The Court considers that in its decision the Supreme Court sufficiently stated the reasons on which it was based. It does not attach decisive importance to the fact that the Supreme Court did not explicitly address the applicant ' s argument that prior to the Bratislava Regional Court ' s decision on his case the Banská Bystrica Regional Court had twice applied the relevant law in a different way. In fact, the decisions of the Banská Bystrica Regional Court relied upon by the applicant were not subject to a review by the Supreme Court. Those decisions were no t binding for the Supreme Court which acted in the applicant ' s case as a cour t of appeal and, in doing so, harmonised the case-law on the point in issue.
In these circumstances, and considering that it ha s only a limited power to deal with errors of fact or law allegedly committed by a national court to which it falls in the first place to interpret and apply domestic law (see the García Ruiz v. Spain , judgment of 21 January 1999, Reports of Judgments and Decisions 1999-I, § 28), the Court finds no ground on which it could accept the applicant ' s argument that the proceedings complained of were unfair contrary to the requirements of Article 6 § 1 of the Convention . It is thereby irrelevant whether , as argued by the applicant, the Supreme Court changed its practice on the point in issue in the context of different proceedings which ended in 2002, that is after the decision on the applicant ' s case had become final and binding.
It follows that this complaint is manifestly ill-founded and must be rejected in accordance with Article 35 §§ 3 and 4 of the Convention.
2. The applicant further complained that he had no effective remedy at his disposal as regards his above complaint under Article 6 § 1 of the Convention.

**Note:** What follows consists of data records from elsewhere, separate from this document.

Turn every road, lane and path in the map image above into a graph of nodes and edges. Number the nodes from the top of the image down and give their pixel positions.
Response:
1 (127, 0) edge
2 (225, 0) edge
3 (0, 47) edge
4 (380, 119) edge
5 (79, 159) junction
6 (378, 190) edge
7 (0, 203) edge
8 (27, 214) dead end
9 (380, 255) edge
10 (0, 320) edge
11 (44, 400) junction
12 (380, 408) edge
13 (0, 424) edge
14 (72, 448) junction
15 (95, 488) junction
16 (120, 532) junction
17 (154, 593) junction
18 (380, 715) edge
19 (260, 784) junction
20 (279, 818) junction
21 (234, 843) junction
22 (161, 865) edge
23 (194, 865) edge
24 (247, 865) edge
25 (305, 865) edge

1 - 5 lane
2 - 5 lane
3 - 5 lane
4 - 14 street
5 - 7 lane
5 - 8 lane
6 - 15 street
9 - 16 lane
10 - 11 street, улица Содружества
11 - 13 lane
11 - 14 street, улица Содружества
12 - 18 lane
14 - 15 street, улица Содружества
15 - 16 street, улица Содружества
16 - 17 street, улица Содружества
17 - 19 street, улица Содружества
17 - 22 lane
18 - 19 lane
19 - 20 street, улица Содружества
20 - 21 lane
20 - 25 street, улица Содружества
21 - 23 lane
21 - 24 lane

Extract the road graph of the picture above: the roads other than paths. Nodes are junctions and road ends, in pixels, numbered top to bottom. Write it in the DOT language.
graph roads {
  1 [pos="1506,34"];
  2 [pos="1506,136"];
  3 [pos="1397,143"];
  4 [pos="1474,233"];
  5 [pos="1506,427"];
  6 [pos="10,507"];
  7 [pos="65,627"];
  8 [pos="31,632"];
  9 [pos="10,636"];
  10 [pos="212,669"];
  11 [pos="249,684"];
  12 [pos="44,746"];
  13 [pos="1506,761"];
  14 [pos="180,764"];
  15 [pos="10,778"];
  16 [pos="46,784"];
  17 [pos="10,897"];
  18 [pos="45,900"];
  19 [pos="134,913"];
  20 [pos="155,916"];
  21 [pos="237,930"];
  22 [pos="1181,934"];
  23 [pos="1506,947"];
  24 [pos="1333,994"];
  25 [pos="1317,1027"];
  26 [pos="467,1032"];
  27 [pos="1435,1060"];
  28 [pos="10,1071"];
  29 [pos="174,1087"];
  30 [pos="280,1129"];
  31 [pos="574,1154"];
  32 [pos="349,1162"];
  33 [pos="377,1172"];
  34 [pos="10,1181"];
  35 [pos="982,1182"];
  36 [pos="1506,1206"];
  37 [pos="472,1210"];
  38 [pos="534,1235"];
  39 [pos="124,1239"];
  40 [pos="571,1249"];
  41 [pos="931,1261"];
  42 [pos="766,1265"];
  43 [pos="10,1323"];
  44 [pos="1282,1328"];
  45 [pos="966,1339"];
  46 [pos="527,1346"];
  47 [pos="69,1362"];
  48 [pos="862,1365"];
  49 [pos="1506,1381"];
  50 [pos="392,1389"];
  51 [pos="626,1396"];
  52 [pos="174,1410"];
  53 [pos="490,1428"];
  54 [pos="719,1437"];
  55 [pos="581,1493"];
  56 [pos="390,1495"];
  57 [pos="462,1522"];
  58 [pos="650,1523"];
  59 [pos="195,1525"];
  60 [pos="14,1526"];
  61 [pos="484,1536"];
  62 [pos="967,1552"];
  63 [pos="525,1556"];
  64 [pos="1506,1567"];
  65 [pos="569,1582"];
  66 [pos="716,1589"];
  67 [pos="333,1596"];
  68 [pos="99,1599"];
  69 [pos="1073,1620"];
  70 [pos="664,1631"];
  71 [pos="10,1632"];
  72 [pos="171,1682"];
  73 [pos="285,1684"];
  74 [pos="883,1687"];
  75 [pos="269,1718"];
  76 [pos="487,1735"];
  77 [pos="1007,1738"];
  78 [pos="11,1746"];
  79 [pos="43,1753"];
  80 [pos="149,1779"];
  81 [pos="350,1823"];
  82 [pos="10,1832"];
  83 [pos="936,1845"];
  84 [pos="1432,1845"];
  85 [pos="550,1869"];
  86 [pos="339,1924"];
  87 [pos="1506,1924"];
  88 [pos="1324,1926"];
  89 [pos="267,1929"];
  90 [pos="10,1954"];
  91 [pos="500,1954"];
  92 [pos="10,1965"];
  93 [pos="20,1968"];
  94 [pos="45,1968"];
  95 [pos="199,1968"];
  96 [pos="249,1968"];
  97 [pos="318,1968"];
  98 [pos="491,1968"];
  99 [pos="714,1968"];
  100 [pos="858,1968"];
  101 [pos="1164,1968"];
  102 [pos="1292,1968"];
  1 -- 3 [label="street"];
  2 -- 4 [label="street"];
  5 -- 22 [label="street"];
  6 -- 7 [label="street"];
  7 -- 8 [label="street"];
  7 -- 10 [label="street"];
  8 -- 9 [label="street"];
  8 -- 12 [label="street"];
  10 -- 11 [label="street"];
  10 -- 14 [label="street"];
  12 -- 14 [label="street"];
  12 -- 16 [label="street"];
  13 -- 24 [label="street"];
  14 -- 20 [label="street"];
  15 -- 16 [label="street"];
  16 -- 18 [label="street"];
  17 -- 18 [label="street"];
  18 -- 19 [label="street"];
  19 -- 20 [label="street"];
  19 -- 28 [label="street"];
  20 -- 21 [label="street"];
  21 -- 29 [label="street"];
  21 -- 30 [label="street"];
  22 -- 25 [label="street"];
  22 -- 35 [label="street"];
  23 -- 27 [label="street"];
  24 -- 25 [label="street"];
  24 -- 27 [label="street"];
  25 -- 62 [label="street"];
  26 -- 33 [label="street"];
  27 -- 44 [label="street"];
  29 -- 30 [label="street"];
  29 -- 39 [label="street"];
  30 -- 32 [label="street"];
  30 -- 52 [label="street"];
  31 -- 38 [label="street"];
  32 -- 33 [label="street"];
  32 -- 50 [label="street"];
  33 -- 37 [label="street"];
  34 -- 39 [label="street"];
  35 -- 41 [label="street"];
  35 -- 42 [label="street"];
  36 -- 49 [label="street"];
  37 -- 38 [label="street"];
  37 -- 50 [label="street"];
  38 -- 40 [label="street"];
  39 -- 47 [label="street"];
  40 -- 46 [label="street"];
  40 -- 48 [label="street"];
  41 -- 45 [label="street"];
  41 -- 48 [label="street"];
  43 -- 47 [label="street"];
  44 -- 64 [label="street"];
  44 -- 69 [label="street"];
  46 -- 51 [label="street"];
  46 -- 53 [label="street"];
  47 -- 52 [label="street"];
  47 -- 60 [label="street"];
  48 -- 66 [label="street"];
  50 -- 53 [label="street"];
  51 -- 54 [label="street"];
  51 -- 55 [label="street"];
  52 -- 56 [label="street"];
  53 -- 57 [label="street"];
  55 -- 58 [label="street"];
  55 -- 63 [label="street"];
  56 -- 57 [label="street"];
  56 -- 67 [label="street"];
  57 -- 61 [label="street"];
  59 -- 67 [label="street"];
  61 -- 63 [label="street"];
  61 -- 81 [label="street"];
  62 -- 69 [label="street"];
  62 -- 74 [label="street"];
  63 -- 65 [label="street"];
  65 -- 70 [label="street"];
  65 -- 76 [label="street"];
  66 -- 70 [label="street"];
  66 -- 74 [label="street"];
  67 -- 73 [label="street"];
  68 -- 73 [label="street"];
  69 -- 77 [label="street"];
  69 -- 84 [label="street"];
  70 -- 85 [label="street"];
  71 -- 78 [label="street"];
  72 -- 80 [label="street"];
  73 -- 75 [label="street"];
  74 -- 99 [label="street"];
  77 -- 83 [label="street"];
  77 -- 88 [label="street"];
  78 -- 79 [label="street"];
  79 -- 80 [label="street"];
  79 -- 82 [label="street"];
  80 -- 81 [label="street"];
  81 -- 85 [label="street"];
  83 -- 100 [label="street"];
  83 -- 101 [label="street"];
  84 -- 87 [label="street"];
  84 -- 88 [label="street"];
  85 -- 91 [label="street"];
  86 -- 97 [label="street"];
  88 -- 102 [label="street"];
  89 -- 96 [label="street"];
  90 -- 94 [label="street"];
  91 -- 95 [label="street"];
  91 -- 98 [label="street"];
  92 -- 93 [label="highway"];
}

He relied on Article 13 of the Convention which provides as follows:
“Everyone whose rights and freedoms as set forth in [the] Convention are violated shall have an effective remedy before a national authority notwithstanding that the violation has been committed by persons acting in an official capacity.”
According to the Court ' s case-law, Article 13 applies only where an individual has an “arguable claim” to be the victim of a violation of a Convention right (see Boyle and Rice v. the United Kingdom , judgment of 27 April 1988, Series A no. 131, § 52).
The Court has found above that the applicant ' s complaint under Article 6 § 1 of the Convention is manifestly ill-founded . For similar reasons, the applicant did not have an “arguable claim” and Article 13 is therefore inapplicable to his case.
It follows that this complaint is manifestly ill-founded and must be rejected in accordance with Article 35 §§ 3 and 4 of the Convention.
3. To the extent that the applicant relied on Articles 2 § 3 and 14 of the International Covenant on Civil and Political Rights, the Court recalls that, under Article 34 of the Convention, it can only examine complaints about a violation of the rights set forth in the Convention or the protocols thereto.
It follows that this part of the application is incompatible ratione materiae with the provisions of the Convention within the meaning of Article 35 § 3 and must be rejected in accordance with Article 35 § 4.
For these reasons, the Court unanimously
Declares the application inadmissible.